Suivre la piste décoloniale

À vrai dire, le visiteur a l’embarras du choix. Qui trop embrasse mal étreint ? À chacun de composer son itinéraire. Suivre la piste décoloniale est une possibilité. « Les collections de la Bibliothèque documentent par ailleurs l’histoire des contacts avec l’Afrique du Nord et l’Afrique subsaharienne, illustrant tant la colonisation du continent, de l’Algérie par la France en particulier, que les efforts d’émancipation de leurs peuples, de leurs cultures, et leur irrigation de la modernité européenne au long des XIXᵉ et XXᵉ siècle », écrit Emmanuel Coquery, le directeur de la BNF, dans le magazine de l’institution, Chroniques.

Ainsi est-il possible d’admirer un portrait de l’émir Abdel Kader prisonnier au château d’Amboise et photographié par Gustave Le Gray en juillet 1851. Ou de s’aventurer entre les lignes de niveau d’une carte de Constantine – principal foyer de résistance à la colonisation où les troupes françaises furent défaites en 1836 par les combattants d’Ahmed Bey !
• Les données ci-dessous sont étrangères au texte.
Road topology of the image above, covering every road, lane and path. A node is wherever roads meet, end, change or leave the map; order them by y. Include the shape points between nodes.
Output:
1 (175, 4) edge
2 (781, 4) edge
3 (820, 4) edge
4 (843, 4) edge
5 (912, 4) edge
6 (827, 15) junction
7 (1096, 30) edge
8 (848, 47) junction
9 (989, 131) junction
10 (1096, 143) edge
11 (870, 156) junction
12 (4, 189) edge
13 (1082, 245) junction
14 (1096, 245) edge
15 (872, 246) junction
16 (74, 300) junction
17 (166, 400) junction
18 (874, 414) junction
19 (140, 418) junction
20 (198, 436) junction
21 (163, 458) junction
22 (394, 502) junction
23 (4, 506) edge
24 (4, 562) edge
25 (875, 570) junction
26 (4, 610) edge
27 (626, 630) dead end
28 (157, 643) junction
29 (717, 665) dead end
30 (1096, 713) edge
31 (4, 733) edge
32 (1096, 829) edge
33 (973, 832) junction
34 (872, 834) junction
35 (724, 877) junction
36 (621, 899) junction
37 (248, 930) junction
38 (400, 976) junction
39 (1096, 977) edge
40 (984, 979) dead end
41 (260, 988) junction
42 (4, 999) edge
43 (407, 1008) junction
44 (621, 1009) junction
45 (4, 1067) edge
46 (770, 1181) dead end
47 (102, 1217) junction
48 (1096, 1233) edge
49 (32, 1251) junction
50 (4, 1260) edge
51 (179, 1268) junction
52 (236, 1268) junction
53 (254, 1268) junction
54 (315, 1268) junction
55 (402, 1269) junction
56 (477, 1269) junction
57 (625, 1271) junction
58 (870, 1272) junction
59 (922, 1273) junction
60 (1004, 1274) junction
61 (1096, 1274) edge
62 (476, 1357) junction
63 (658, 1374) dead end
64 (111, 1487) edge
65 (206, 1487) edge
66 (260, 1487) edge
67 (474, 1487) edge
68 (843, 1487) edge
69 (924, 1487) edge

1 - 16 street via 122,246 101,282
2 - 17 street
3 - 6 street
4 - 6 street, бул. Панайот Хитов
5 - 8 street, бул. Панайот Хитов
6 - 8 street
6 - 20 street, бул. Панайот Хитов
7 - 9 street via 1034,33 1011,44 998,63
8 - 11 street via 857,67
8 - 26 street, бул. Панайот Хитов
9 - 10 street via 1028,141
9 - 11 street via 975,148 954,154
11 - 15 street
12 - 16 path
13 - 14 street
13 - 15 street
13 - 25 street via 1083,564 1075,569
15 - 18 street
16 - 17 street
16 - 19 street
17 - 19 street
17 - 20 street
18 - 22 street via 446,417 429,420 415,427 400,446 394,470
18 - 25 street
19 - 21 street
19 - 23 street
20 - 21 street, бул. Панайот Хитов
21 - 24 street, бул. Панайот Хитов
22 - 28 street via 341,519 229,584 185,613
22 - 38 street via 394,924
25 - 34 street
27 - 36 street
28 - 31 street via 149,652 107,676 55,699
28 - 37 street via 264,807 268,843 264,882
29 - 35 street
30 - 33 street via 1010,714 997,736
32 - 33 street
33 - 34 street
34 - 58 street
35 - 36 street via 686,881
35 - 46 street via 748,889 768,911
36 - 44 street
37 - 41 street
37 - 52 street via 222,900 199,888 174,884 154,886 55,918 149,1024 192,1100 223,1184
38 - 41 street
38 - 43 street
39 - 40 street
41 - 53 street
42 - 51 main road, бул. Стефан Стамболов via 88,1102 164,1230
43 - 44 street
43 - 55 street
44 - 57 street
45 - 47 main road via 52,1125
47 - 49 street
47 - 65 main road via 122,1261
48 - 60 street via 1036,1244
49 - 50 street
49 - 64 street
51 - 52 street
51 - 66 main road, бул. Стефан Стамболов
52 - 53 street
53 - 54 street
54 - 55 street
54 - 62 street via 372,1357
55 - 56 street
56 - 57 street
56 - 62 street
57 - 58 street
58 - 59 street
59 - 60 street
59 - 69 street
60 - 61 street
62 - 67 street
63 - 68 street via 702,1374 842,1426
Barthélémy Toguo, plasticien touche à tout

Mais, bien entendu, c’est aussi la présence du travail contemporain de Barthélémy Toguo qui permet un autre pas de côté par rapport à ces moments d’histoire « collectés » par une France messianique aux ambitions très humanistes et très impériales ! On ne présente plus le plasticien né en 1967 à Mbalmayo (Cameroun) et fondateur [du projet artistique] Bandjoun Station. Quand il ne peint pas la carrosserie d’une ligne de tramway (à Montpellier), il installe une fresque dans le métro parisien (Station Château-Rouge), illustre une chanson de Peter Gabriel (Olivre tree, sur l’album I/O), installe un Pilier des migrants disparus sous la pyramide du Louvre – et, bien évidemment, expose dans les galeries, les foires et les institutions muséales du monde entier.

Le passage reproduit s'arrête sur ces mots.